Think of what choices she could have presented the contractor with if she was armed with all the shades on display now. The movie would need an intermission.

My father hit on the off-white fad in the late 50s when he saw that the apartments being built in NYC were using plasterboard painted white rather than the outgoing method of building walls with a wood lath and plaster combination. Plastering as a building trades skill was going the way of prefabricated gypsum board nailed to studs and finished off with tape and a white spackle, painted over with a sort of cheap whitewash. The resulting color was decidedly off-white, yours to do what you want with.

As a kid, I remember the advertising taken out by the plasterers' union on the Third Avenue buses that rolled past the flower shop that boldly told you to KEEP NEW YORK PLASTERED. Some took this to have a double meaning. On Third Avenue, there were plenty of bars to get started on that endeavor.

Thus, every room in our house in Flushing was painted using an off-white shade. It seemed then there was only one off-white, so the selection process was easy. My father came home with gallons of off-white paint and rolled away.

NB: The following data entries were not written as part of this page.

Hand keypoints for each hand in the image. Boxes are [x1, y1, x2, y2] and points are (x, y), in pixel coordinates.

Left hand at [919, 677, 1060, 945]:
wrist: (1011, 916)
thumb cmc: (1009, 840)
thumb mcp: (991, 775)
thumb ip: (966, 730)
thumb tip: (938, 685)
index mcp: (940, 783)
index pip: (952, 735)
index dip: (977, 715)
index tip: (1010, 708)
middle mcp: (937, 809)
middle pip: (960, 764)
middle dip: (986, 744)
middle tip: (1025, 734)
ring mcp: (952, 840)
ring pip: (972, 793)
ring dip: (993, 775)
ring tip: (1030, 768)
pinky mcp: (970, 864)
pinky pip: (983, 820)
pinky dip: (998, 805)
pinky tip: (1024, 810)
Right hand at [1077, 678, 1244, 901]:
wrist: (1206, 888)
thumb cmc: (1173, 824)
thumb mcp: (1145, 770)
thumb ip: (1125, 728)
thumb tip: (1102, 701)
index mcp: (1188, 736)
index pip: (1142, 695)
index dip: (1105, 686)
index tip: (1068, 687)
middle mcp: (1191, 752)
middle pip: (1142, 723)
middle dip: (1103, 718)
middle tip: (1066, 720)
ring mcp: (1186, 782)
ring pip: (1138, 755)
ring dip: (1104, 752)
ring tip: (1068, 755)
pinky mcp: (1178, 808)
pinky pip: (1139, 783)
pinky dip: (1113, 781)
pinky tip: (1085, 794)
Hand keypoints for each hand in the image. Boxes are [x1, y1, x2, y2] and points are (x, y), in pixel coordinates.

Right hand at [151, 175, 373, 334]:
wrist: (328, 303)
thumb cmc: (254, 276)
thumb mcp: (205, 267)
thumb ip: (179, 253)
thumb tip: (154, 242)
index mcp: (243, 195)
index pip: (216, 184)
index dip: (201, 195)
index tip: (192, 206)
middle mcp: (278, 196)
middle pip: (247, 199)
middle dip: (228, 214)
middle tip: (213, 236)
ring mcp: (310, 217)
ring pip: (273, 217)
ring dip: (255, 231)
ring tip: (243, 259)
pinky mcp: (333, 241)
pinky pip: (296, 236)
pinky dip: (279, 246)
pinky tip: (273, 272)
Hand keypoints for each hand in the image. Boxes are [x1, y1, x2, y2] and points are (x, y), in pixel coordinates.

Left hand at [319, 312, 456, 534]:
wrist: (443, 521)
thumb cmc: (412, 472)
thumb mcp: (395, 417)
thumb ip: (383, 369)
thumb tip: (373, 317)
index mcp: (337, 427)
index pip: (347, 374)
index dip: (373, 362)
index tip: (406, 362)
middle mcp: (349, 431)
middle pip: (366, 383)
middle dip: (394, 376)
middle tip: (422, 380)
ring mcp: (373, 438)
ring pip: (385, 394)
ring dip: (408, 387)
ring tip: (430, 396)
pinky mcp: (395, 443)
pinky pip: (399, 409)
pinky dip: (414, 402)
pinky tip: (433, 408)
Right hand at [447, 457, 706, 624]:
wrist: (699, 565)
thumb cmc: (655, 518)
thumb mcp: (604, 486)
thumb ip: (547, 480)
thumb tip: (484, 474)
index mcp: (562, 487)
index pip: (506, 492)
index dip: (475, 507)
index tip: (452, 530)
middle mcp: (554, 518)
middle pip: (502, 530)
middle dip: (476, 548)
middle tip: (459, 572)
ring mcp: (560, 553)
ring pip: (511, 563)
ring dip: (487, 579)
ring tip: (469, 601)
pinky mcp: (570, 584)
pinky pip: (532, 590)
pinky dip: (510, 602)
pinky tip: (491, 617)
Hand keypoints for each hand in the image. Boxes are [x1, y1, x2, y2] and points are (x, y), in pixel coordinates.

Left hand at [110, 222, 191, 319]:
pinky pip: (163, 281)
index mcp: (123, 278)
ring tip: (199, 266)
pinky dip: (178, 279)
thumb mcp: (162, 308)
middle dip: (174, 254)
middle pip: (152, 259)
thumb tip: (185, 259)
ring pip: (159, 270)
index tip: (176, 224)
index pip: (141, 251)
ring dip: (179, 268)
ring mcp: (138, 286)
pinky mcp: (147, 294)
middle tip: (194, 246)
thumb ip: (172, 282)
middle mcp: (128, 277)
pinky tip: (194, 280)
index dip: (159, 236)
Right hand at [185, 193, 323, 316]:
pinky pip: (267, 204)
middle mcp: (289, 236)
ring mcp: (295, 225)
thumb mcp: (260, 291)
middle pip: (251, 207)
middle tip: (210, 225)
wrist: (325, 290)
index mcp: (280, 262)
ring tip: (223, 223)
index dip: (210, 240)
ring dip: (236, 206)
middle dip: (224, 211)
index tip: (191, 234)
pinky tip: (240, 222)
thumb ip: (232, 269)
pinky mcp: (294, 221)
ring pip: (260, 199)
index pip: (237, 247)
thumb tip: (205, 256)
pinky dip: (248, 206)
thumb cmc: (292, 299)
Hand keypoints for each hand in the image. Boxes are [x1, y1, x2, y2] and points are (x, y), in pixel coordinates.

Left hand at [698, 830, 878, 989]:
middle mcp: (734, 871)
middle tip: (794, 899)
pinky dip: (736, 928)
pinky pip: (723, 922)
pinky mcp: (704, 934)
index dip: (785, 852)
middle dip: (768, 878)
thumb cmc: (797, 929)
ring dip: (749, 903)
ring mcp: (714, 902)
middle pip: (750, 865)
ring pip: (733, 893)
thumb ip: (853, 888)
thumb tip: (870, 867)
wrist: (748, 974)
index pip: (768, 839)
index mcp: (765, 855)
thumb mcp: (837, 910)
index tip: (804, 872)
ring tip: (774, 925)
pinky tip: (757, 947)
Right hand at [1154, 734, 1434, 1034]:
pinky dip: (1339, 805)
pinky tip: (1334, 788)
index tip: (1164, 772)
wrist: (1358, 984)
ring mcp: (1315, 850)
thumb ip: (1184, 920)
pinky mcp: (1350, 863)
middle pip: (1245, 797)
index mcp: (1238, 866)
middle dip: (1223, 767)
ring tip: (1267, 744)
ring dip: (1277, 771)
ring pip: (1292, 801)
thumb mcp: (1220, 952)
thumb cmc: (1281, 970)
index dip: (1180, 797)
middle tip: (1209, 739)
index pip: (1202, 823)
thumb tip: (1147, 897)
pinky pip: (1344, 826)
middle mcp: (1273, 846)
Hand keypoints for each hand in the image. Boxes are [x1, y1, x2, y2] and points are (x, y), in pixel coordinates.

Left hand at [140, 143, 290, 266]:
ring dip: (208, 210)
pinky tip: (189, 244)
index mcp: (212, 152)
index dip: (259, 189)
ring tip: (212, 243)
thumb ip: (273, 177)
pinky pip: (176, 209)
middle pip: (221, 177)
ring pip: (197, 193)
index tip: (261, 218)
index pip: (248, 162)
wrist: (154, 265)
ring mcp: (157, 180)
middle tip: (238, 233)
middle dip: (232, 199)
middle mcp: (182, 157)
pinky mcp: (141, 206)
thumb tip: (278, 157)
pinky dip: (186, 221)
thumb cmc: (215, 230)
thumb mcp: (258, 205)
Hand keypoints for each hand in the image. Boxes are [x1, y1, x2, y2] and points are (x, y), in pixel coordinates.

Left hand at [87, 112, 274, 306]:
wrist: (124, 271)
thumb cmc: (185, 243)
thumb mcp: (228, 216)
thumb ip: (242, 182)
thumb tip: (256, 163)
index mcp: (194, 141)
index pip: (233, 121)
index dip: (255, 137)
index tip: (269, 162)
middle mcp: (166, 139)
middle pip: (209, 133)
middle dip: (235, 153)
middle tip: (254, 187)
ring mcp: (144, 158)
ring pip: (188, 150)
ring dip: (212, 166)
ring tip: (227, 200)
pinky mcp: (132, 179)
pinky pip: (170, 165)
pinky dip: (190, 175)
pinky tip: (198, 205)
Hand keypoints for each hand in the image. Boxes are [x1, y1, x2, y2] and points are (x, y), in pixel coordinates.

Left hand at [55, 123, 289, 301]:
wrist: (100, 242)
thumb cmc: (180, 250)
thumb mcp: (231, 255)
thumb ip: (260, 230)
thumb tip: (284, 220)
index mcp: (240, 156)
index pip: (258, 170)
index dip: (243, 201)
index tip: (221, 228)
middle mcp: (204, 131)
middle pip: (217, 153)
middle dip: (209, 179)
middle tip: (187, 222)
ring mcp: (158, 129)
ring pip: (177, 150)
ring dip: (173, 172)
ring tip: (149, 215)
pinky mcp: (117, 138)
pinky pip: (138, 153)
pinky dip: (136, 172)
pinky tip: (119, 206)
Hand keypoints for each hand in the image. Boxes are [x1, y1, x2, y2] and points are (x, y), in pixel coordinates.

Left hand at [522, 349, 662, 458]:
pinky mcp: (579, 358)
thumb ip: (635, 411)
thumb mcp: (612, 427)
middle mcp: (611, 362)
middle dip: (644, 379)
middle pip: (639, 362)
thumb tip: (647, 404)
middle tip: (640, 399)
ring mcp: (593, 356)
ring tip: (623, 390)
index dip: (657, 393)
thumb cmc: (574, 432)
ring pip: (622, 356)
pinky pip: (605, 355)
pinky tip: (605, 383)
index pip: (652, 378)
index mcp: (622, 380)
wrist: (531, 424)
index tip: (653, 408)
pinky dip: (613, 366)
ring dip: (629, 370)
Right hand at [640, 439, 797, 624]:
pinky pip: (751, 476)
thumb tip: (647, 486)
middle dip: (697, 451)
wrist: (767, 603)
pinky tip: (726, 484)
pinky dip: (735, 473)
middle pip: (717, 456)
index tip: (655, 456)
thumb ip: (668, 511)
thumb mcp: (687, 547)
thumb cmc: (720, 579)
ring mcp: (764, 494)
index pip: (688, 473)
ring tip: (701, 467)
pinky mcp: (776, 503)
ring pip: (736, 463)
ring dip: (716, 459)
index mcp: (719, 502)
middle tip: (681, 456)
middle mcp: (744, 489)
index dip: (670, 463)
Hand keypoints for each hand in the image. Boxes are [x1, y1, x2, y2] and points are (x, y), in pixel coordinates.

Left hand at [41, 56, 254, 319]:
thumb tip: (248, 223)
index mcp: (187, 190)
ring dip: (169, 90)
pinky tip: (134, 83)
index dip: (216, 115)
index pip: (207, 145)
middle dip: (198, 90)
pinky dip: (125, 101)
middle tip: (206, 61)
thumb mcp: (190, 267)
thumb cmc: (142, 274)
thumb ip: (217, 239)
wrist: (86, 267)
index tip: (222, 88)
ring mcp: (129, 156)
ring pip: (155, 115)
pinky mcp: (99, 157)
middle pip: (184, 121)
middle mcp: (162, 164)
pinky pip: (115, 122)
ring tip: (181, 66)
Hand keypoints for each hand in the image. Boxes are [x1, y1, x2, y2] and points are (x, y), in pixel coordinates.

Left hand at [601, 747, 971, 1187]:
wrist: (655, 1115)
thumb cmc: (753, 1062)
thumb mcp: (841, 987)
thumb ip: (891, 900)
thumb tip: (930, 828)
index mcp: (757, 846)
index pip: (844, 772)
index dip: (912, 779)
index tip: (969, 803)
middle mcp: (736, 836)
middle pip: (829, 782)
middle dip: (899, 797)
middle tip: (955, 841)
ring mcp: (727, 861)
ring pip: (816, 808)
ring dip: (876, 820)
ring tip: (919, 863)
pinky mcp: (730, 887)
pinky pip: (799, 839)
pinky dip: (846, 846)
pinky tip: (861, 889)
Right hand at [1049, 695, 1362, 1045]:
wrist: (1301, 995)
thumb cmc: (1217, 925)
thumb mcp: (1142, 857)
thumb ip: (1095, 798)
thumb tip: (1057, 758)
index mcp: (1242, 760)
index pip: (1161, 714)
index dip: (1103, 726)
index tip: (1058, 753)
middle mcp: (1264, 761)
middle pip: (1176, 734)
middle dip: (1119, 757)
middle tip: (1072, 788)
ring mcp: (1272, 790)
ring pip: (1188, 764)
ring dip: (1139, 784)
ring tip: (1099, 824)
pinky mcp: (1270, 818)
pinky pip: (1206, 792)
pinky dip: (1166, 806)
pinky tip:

The conniptions the people described in Ms. Korn's piece have at choosing a color are comically—at least to me. But they do ring true. My daughter Susan and her husband Greg have recently bought a home and I think there were at least 5 color swatches on the dining room wall before they decided on the color they finally used. It looks nice. And that they only worked from 5 choices is admirable.

I like the couple that now laugh at themselves over their protracted indecision in choosing a color for the bathroom. Ms. Korn tells us "the two have been married for 12 years and laugh about the absurdity of their indecision. Ms. Ahmed joked online that the two choices were 'as different as day and seconds later that day.'"

My advice to anyone choosing a color is to think fast, choose, and live with it. It won't kill you. Now picking out wallpaper, that's a whole other story. Bring a change of clothes when you start to go over all those sample books.